Dr. Brilliant Cliché
Granny says: from culture to culture, certain behaviors are more or less acceptable, according to what we were raised to believe. In the USA, we have a conflicting mass of messages- we are shown dominating women, submissive women, hen pecked husbands, and abusive louts. As far as I can see, the biggest difference between our culture and that of others is that we publicly hold monogamy as the gold standard and treat infidelity as a crime. This may be hypocritical, but that’s how the media plays it out. On the other hand, one woman I know married a man from Mexico and lived in his native town. Her husband was surprised as hell that she had a problem with his visits to brothels. The woman’s mother-in-law told her that it was shameful to raise a fuss over it, this was the way of men.
However, I do have to say that I remember watching movies when I was growing up, and invariably, the heroine in the love stories suffered or schemed patiently while praying that a man would either notice her or come around.
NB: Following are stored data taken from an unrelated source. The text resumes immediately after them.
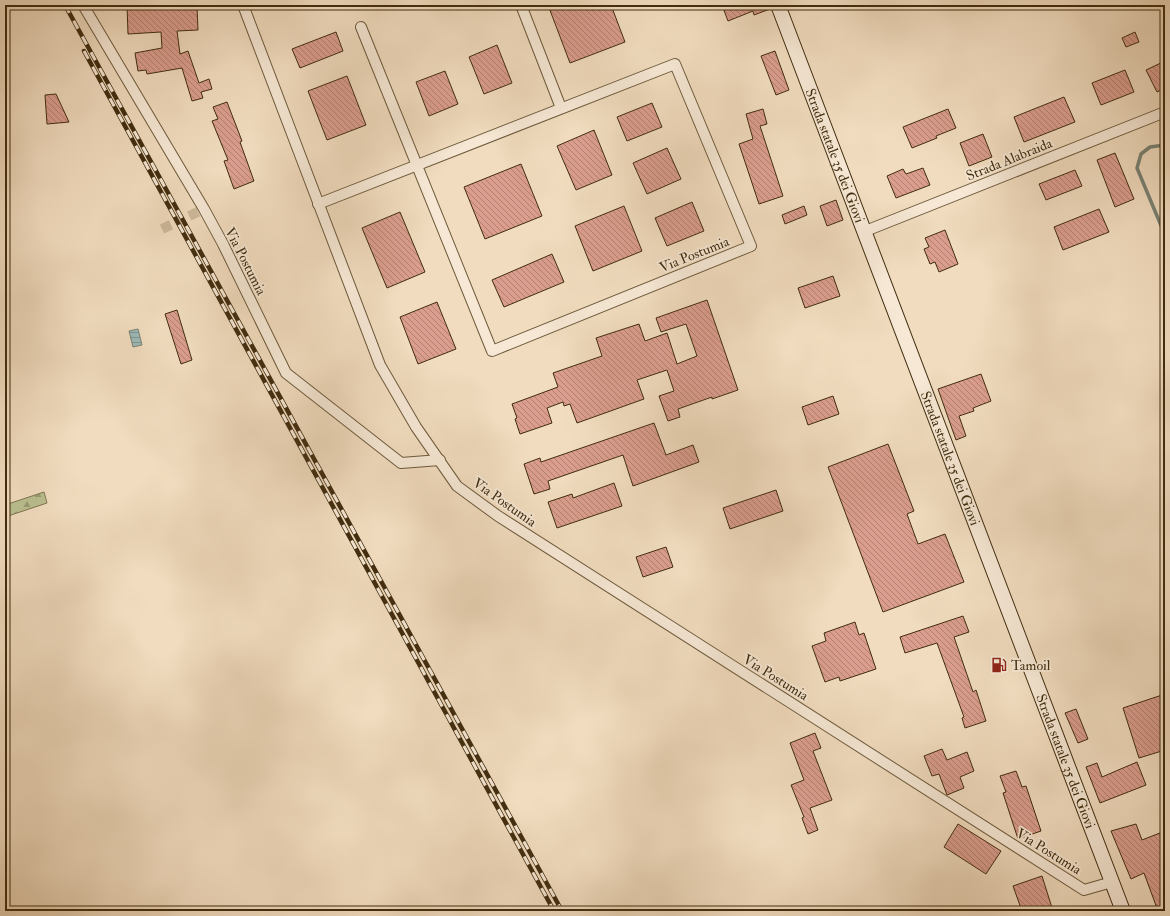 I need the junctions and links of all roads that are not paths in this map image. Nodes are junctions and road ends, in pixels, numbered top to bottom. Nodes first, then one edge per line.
1 (82, 5) edge
2 (243, 5) edge
3 (520, 5) edge
4 (778, 5) edge
5 (361, 27) dead end
6 (561, 108) junction
7 (1165, 112) edge
8 (417, 165) junction
9 (318, 204) junction
10 (863, 232) junction
11 (440, 460) junction
12 (1112, 882) junction
13 (1123, 911) edge

1 - 11 street, Via Postumia
2 - 9 street, Via Postumia
3 - 6 street
4 - 10 main road, Strada statale 35 dei Giovi
5 - 8 street, Via Postumia
6 - 8 street, Via Postumia
6 - 8 street, Via Postumia
7 - 10 street, Strada Alabraida
8 - 9 street, Via Postumia
9 - 11 street, Via Postumia
10 - 12 main road, Strada statale 35 dei Giovi
11 - 12 street, Via Postumia
12 - 13 main road, Strada statale 35 dei Giovi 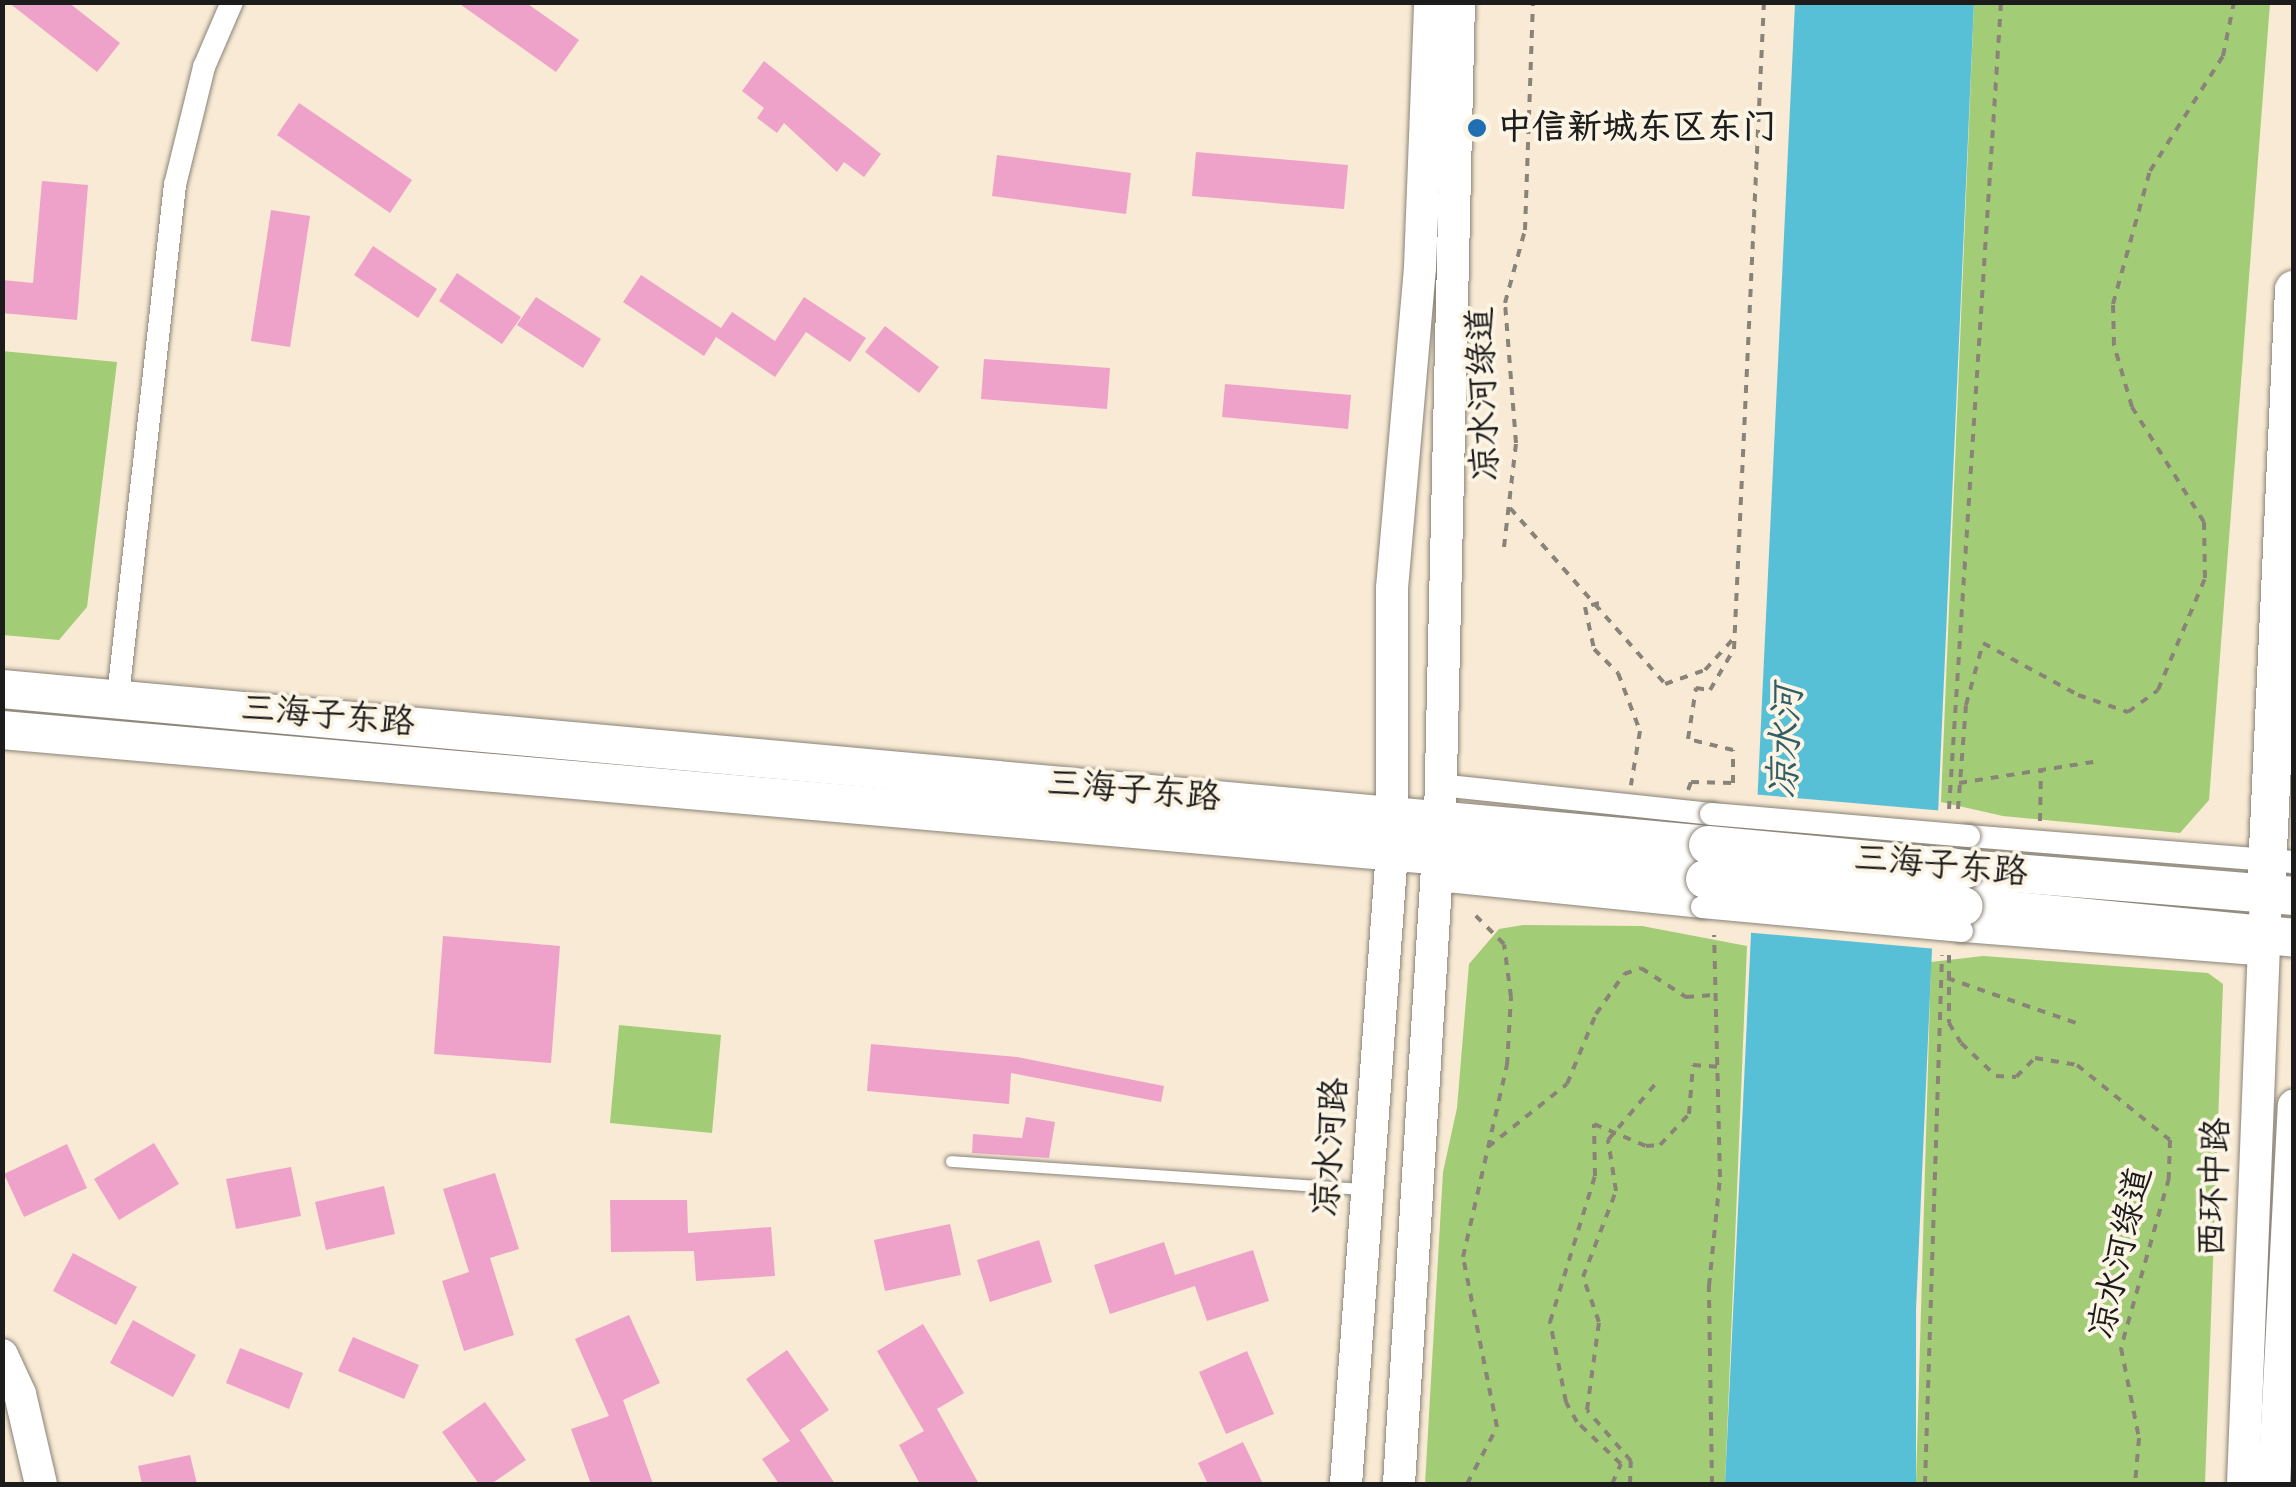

If a woman was assertive, she was seen as a hussy. Scarlet O’Hara, who saved the homestead with her belligerent strength, was regarded as a selfish shrew; but her mother, who died sacrificing her life for others but left her family in the lurch, was regarded as a saint.
I would watch those movies and feel like there was something really wrong with me that I didn’t have the patience to docilely wait for a man to do ANYTHING. I had a natural instinct to charge ahead and make things happen. Yet it took a lifetime of seeing myself as an unreasonable bitch before finally I realized that there was nothing wrong with me at all- I was just an assertive woman who was getting cranky at being expected to silently suffer. An Affair To Remember and Stella Dallas had poisoned me with their weepy innuendo.
Healthy love is mutually supportive. I’m having a hard time seeing a man who allows a woman to sacrifice and suffer for his own needs as mutually supportive. And, in my opinion, those who are blindly in love are fated to walk into a lot of walls.